Does the title refer to the distance of the places in 1930s amateur film-maker Rosie Newman's footage from her London home? Or to the life she led, in comparison to the one going on around her in the decade that ended in the outbreak of the Second World War?

What a jolly life Rosie led. Lucky for the archives, and her friends at the time, she was a bit of a dab hand with a camera and captured most of her adventures on film. It's just a bit of shame that she chose to ignore much of the real news of the decade she so beautifully filmed.

The modern equivalent might be to give someone like Tara Palmer-Tomkinson a video camera, get her to pull some strings with all her aristocratic and royal connections, get access to somewhere like, say, Tibet, or Burma, and come back with footage of parties and picnics and the natives.

This fascinating programme showed us what life was like in the thirties for the privileged few in a decade that included political unrest and global economic depression. Not that you would have known it from Rosie's films.

The access she had, thanks to friends in high places, was quite astonishing. Golf with the Aga Khan on her arrival in India in 1934, and dinner on board the steamship that got her there with the Maharaja of Patiala, Bhupinder Singh, one of the most excessive men of his time, with the riches to match, were just some of the events in her privileged life that she captured.

What she missed in India was a political rally on Bombay's Chowpatty Beach in 1934 at a time when Mahatma Gandhi was leading the rising nationalist movement, and time was running out for the British Raj. The clip of her panning across the beach straight past the rally is astonishing, yet less so perhaps when we learn she was a guest of the Viceroy of India, Lord Willingdon, who had embarked on a campaign of subduing the movement. The New Delhi horse show she witnessed with the Willingdons was, as she put it, "magnificence beyond description".

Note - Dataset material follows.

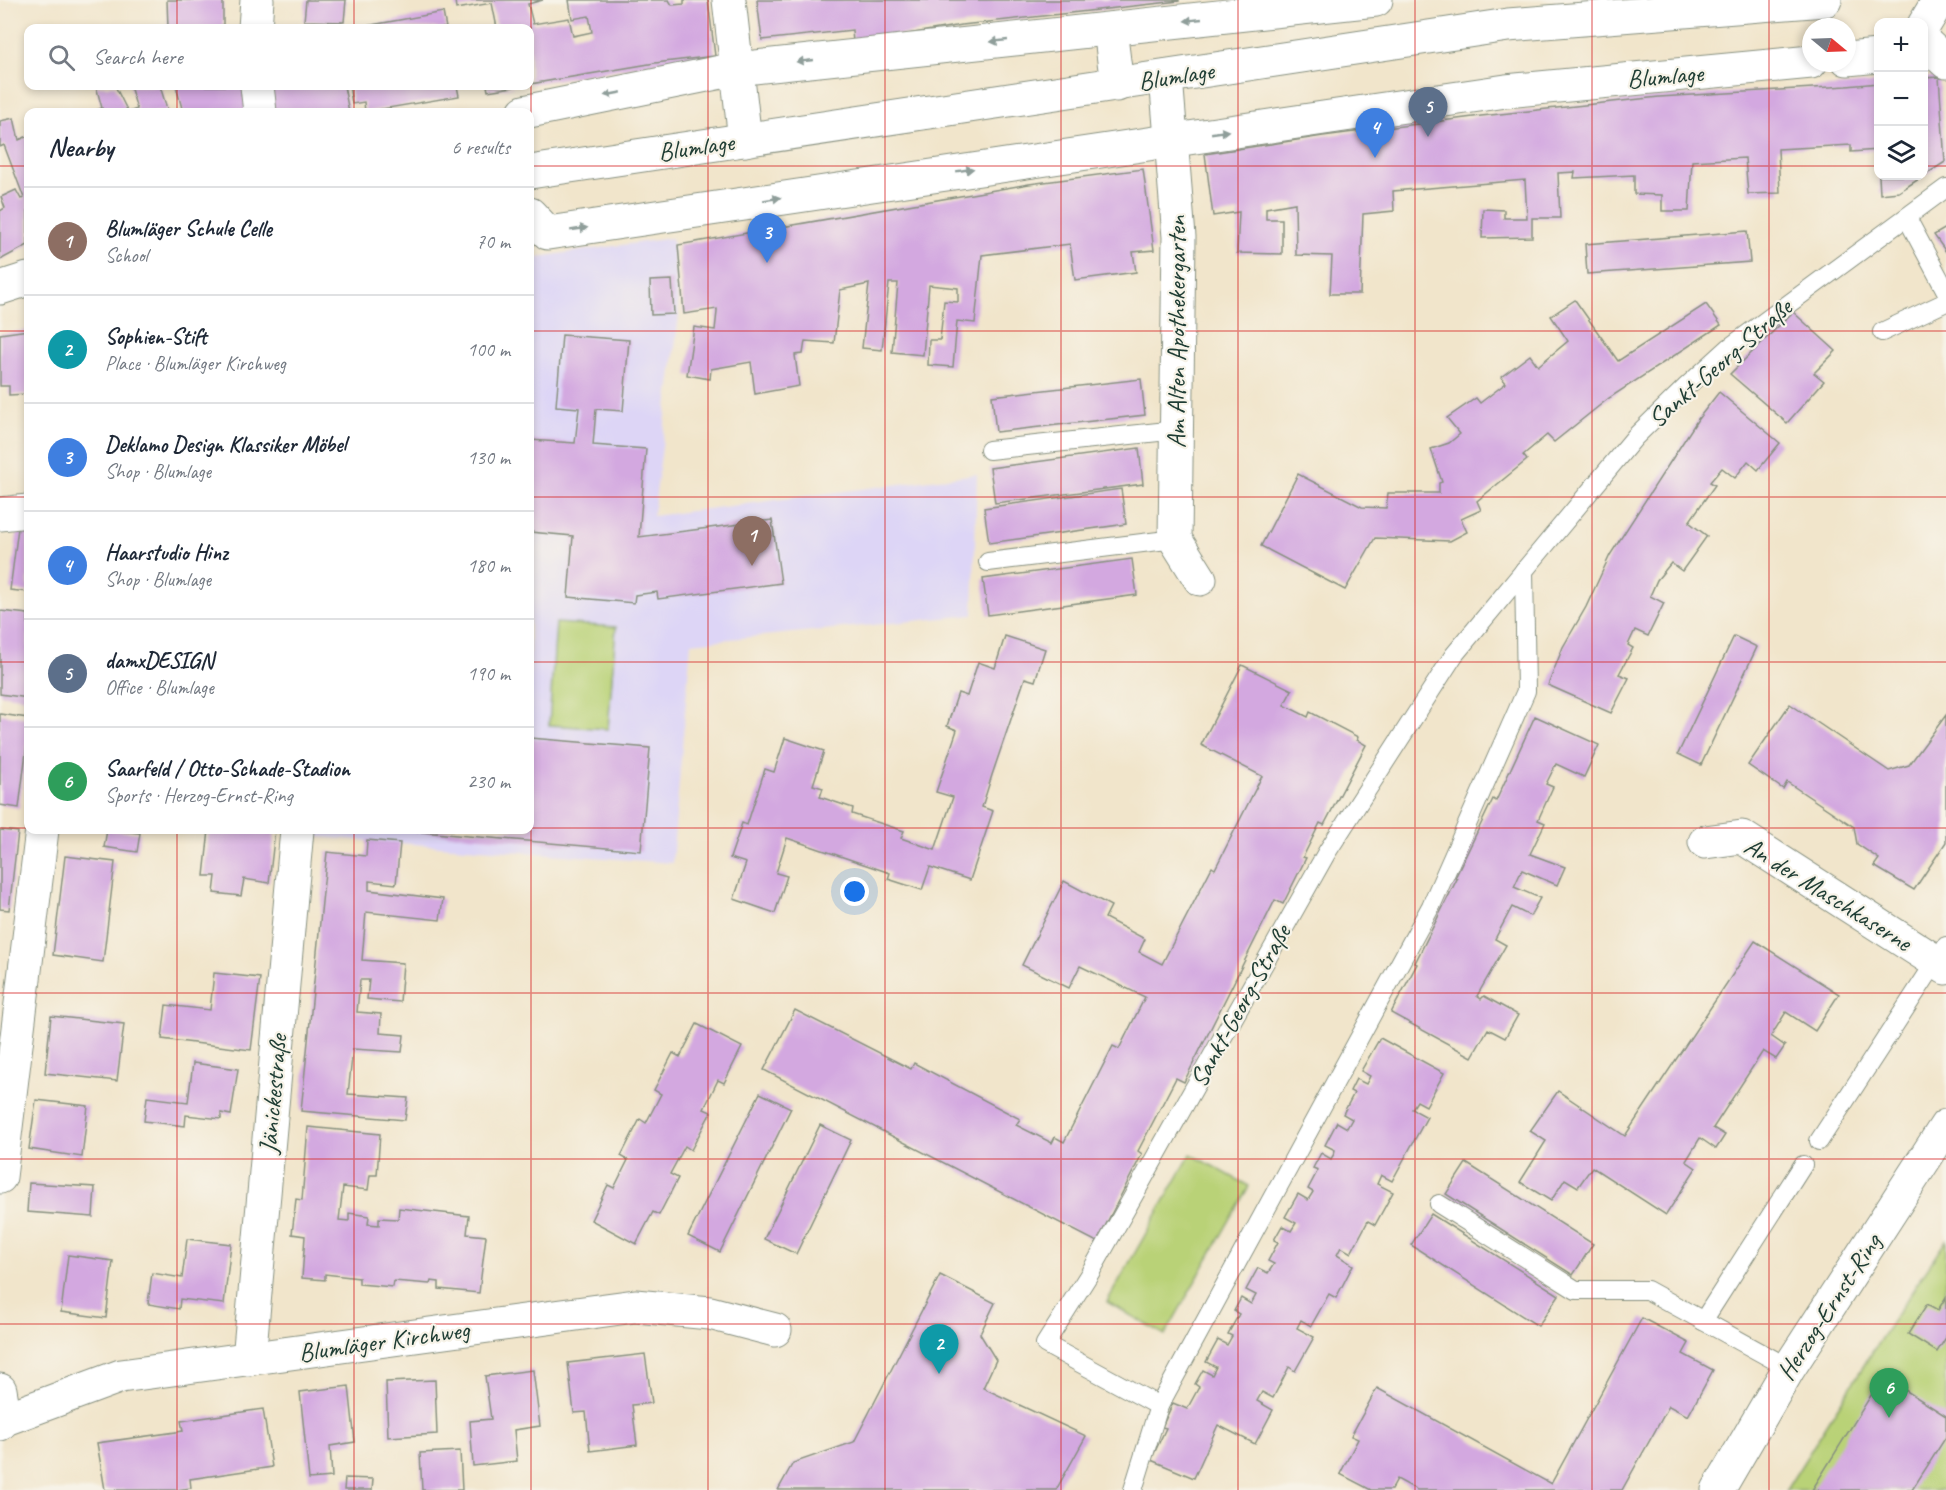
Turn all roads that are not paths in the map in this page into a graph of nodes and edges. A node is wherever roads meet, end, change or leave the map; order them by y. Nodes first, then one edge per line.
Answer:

Much the same occurred in Egypt as Rosie headed there in March 1938, when it was most definitely the "in" place for the rich to visit. Despite filming a warship in the Bay of Naples, she was clearly largely oblivious to the rise of fascism in Europe and filmed instead more race meetings and some amazing images of the pyramids and Sphinx without, of course, today's obligatory tourists. Harder to watch was the footage of "little black boys we called the water babies" who followed her boat in tiny canoes down the Nile.

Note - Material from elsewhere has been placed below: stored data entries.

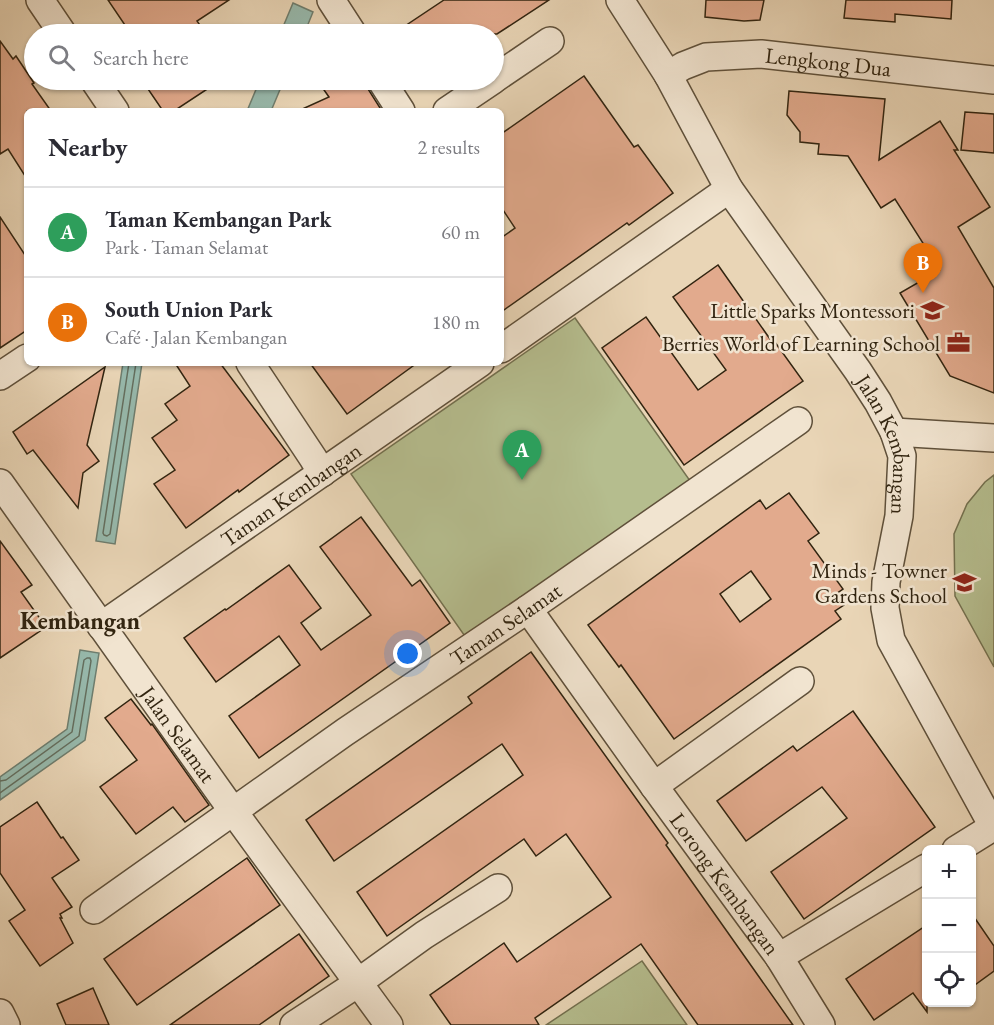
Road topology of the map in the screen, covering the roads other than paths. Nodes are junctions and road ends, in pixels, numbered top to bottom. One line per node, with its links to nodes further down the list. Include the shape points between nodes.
1 (40, 0): 4 (street)
2 (331, 0): 5 (street)
3 (620, 0): 8 (street, Jalan Kembangan)
4 (56, 24)
5 (347, 24)
6 (550, 41): 7 (street)
7 (504, 72)
8 (668, 75): 9 (street, Lengkong Dua, via 706,57 760,54); 16 (street, Jalan Kembangan)
9 (994, 80)
10 (101, 90): 13 (street)
11 (387, 90): 14 (street)
12 (477, 90): 15 (street)
13 (113, 108)
14 (398, 108)
15 (451, 108)
16 (729, 189): 17 (street); 23 (street, Jalan Kembangan, via 858,371)
17 (504, 347)
18 (24, 360): 21 (street)
19 (252, 366): 25 (street)
20 (476, 366): 25 (street, Taman Kembangan)
21 (0, 376)
22 (798, 421): 27 (street, Taman Selamat)
23 (894, 432): 24 (street); 32 (street, Jalan Kembangan, via 902,456 899,516 886,582 885,608 891,640)
24 (994, 438)
25 (322, 473): 28 (street, Taman Kembangan)
26 (0, 483): 28 (street, Jalan Selamat)
27 (528, 609): 30 (street, Lorong Kembangan); 31 (street, Taman Selamat)
28 (101, 626): 31 (street, Jalan Selamat)
29 (800, 681): 30 (street, Lorong Kembangan)
30 (654, 786): 37 (street, Lorong Kembangan)
31 (233, 811): 36 (street, Taman Selamat); 38 (street, Jalan Selamat)
32 (994, 827): 33 (street)
33 (963, 845)
34 (922, 871): 37 (street, Lorong Kembangan)
35 (498, 888): 38 (street)
36 (94, 910)
37 (778, 957): 43 (street)
38 (357, 982): 41 (street); 42 (street, Jalan Selamat)
39 (0, 1013): 40 (street)
40 (6, 1025)
41 (294, 1025)
42 (388, 1025)
43 (821, 1025)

In Scotland, in 1937, it also seemed that life was jolly and wonderful, as Rosie's trip north of the border was like that of much of the aristocracy, then and now: a time to play. Her footage of divers at the outdoor swimming pool at North Berwick was, however, fantastic.

The fact she also filmed the Queen and Princess Margaret as little girls in their back garden when they were her neighbours showed she did indeed live in another world from most of us.

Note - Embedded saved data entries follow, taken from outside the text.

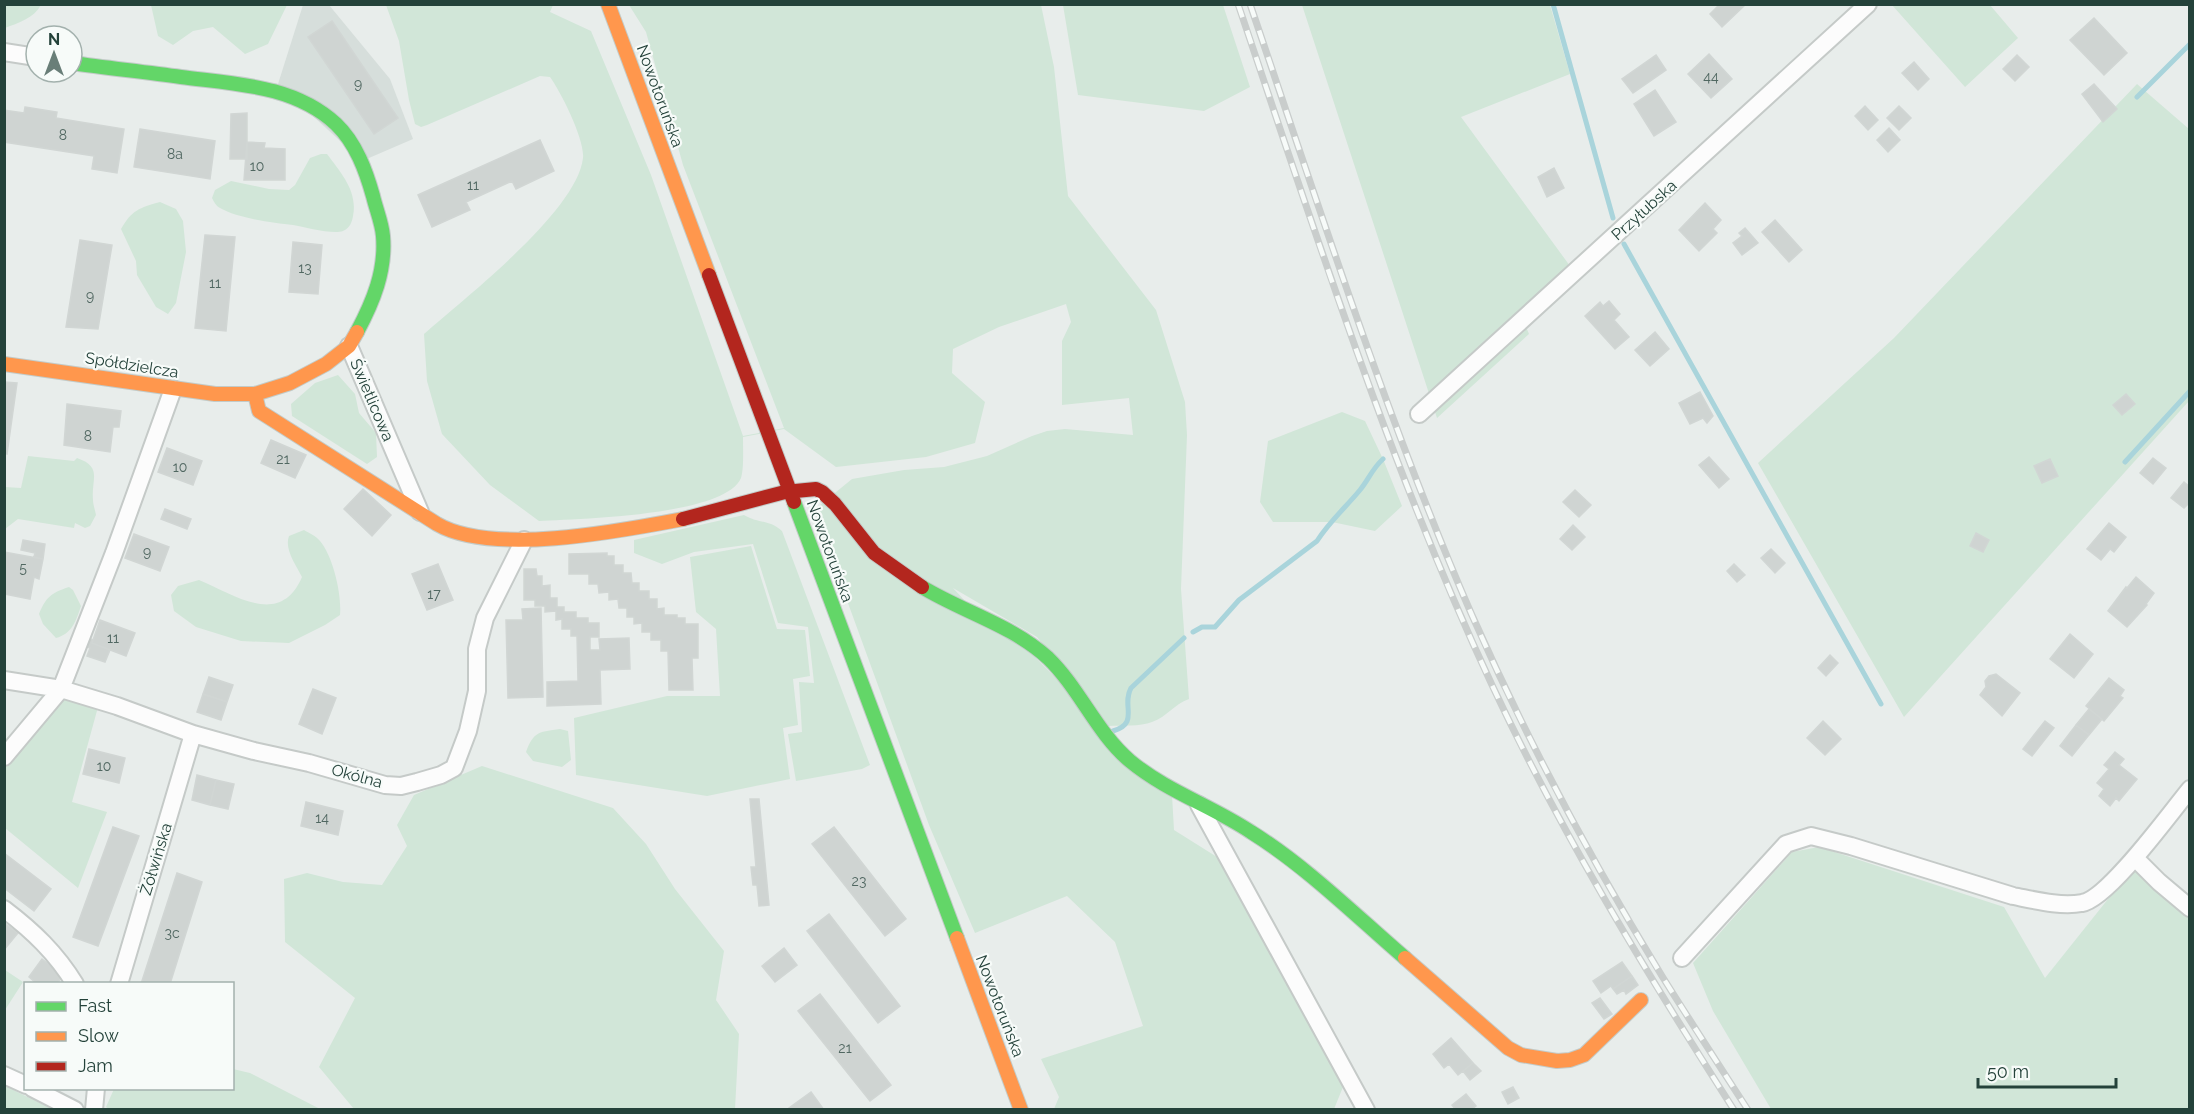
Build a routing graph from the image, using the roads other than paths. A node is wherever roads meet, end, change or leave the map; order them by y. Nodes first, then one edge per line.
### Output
1 (608, 4) edge
2 (1868, 4) edge
3 (4, 52) edge
4 (24, 55) edge
5 (84, 64) edge
6 (348, 346) junction
7 (4, 363) edge
8 (173, 389) junction
9 (255, 394) junction
10 (1419, 414) dead end
11 (790, 491) junction
12 (421, 513) junction
13 (524, 540) junction
14 (4, 680) edge
15 (61, 689) junction
16 (193, 734) junction
17 (4, 757) edge
18 (2190, 789) edge
19 (1199, 805) junction
20 (2135, 858) junction
21 (2190, 908) edge
22 (4, 909) edge
23 (1682, 958) dead end
24 (74, 982) edge
25 (120, 982) edge
26 (1641, 1000) dead end
27 (4, 1075) edge
28 (24, 1084) edge
29 (34, 1090) edge
30 (96, 1090) edge
31 (75, 1110) edge
32 (94, 1110) edge
33 (1021, 1110) edge
34 (1366, 1110) edge

1 - 11 street, Nowotoruńska
2 - 10 street, Przyłubska
3 - 4 street
5 - 6 street, Świetlicowa
6 - 9 street, Spółdzielcza
6 - 12 street, Świetlicowa
7 - 8 street, Spółdzielcza
8 - 9 street, Spółdzielcza
8 - 15 street
9 - 12 street
11 - 13 street
11 - 19 street
11 - 33 street, Nowotoruńska
12 - 13 street
13 - 16 street, Okólna
14 - 15 street, Okólna
15 - 16 street, Okólna
15 - 17 street
16 - 25 street, Żółwińska
18 - 20 street
19 - 26 street
19 - 34 street
20 - 21 street
20 - 23 street
22 - 24 street
27 - 28 street
29 - 31 street
30 - 32 street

If you're bombed out in the Blitz but can stay at the Dorchester, would you complain? The voiceover and talking heads made persistent reference to her ignorance of what was going on in the world as she travelled around it, almost as if the BBC were embarrassed by her.

However, the onset of war seemed to bring out the real film-maker in Rosie, who used her connections to get access to film HMS Berkley, and she stayed in London shooting the chaos the German bombing campaign created. She captured amazing footage, like that of furniture from bombed-out houses piled high in Hyde Park, as she at last used her camera to document true social history, rather than just record the elite at play.